Multi-source Applications. ArgoCD v2.6+ supports spec.sources (plural) for Applications that pull from multiple Git repos or Helm charts (e.g., a chart from one repo and values from another). Because the temporary Application is created from the full rendered spec, multi-source applications are handled naturally — the proposed spec’s sources list (with all target revisions) is preserved as-is.
const (
    planLabelKey      = "ctrlplane.dev/plan"
    planCreatedAtKey  = "ctrlplane.dev/plan-created-at"
    planTTL           = 10 * time.Minute
)

func planAppName(originalName string) string {
    h := sha256.Sum256([]byte(originalName + time.Now().String()))
    return fmt.Sprintf("%s-plan-%s", originalName, hex.EncodeToString(h[:4]))
}

func prepareTmpApp(app *v1alpha1.Application, tmpName string) *v1alpha1.Application {
    tmp := app.DeepCopy()
    tmp.Name = tmpName
    tmp.ResourceVersion = ""

    if tmp.Labels == nil {
        tmp.Labels = map[string]string{}
    }
    tmp.Labels[planLabelKey] = "true"
    if tmp.Annotations == nil {
        tmp.Annotations = map[string]string{}
    }
    tmp.Annotations[planCreatedAtKey] = time.Now().UTC().Format(time.RFC3339)

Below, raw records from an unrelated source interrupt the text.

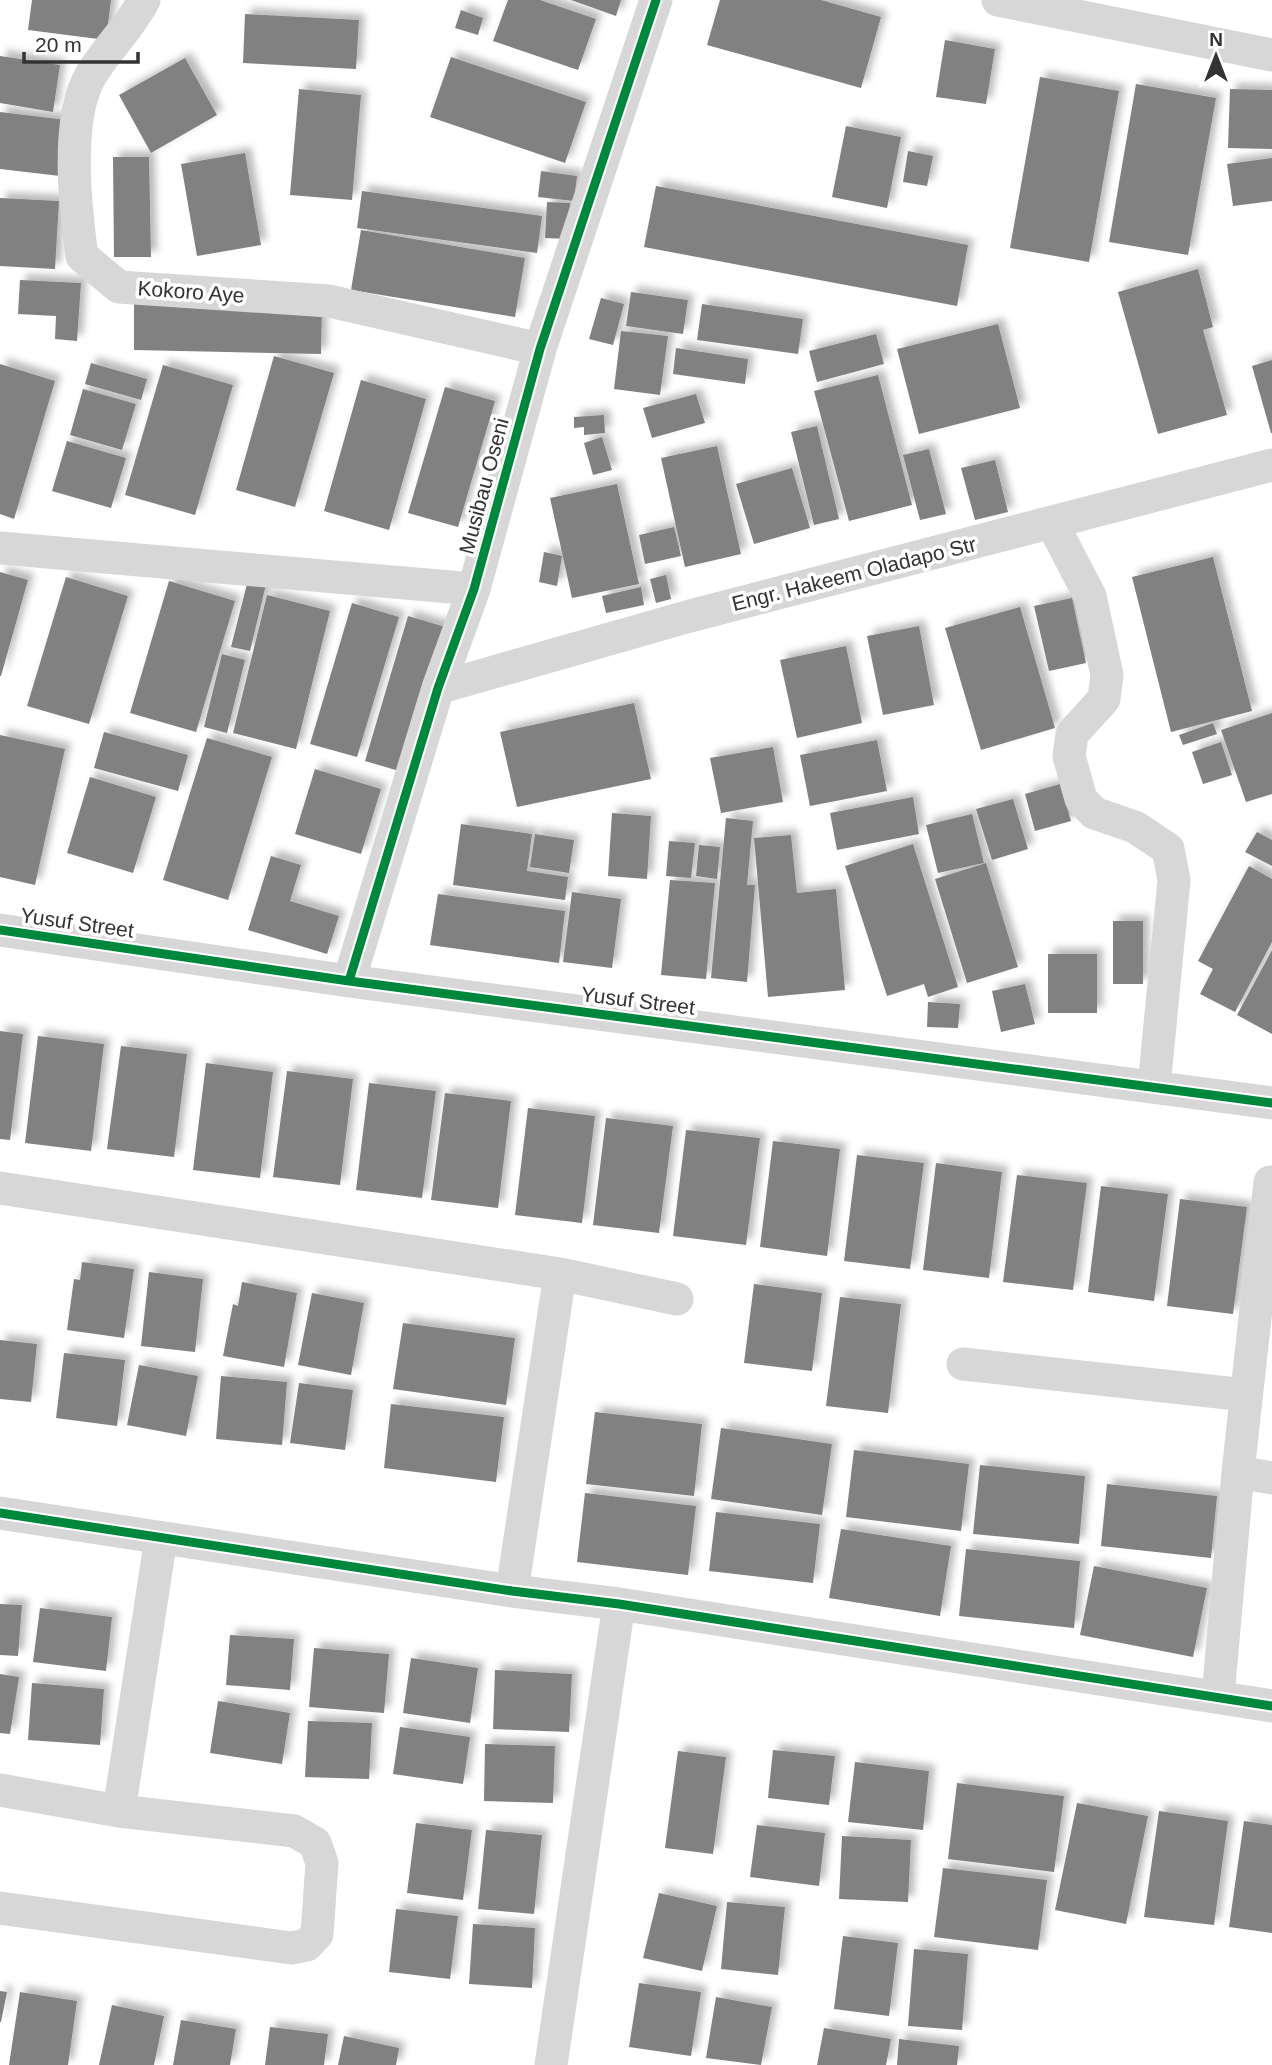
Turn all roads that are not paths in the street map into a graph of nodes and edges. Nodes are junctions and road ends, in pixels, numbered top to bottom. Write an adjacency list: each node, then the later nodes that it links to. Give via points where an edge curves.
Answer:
1 (144, 0): 5 (street, Kokoro Aye, via 132,24 91,75 78,103 74,201 82,256 119,287 329,301)
2 (656, 0): 5 (street, Musibau Oseni)
3 (998, 0): 4 (street)
4 (1272, 55)
5 (540, 349): 9 (street, Musibau Oseni)
6 (1272, 465): 7 (street, Engr. Hakeem Oladapo Str)
7 (1052, 523): 10 (street, Engr. Hakeem Oladapo Str, via 690,616); 13 (street, via 1090,596 1107,675 1104,699 1072,734 1069,756 1081,799 1094,813 1135,827 1168,849 1174,880)
8 (0, 548): 9 (street)
9 (474, 589): 10 (street, Musibau Oseni)
10 (438, 688): 12 (street, Musibau Oseni)
11 (0, 930): 12 (street, Yusuf Street)
12 (349, 981): 13 (street, Yusuf Street)
13 (1154, 1087): 14 (street, Yusuf Street)
14 (1272, 1103)
15 (1270, 1182): 20 (street)
16 (0, 1188): 17 (street)
17 (560, 1274): 18 (street); 25 (street)
18 (677, 1299)
19 (963, 1364): 20 (street)
20 (1246, 1395): 21 (street)
21 (1238, 1472): 22 (street); 27 (street)
22 (1272, 1478)
23 (0, 1513): 24 (street)
24 (161, 1538): 25 (street); 30 (street)
25 (512, 1591): 26 (street)
26 (619, 1604): 27 (street); 32 (street)
27 (1218, 1696): 28 (street)
28 (1272, 1706)
29 (0, 1790): 30 (street)
30 (119, 1811): 31 (street, via 294,1831 315,1843 322,1863 317,1934 307,1945 291,1948)
31 (0, 1908)
32 (551, 2065)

    tmp.Spec.SyncPolicy = &v1alpha1.SyncPolicy{Automated: nil}
    tmp.Operation = nil
    return tmp
}

func (a *ArgoApplication) Plan(
    ctx context.Context,
    dispatchCtx *oapi.DispatchContext,
) (*types.PlanResult, error) {
    serverAddr, apiKey, template, err := ParseJobAgentConfig(
        dispatchCtx.JobAgentConfig,
    )
    if err != nil {
        return nil, err
    }

    proposedApp, err := TemplateApplication(dispatchCtx, template)
    if err != nil {
        return nil, err
    }
    MakeApplicationK8sCompatible(proposedApp)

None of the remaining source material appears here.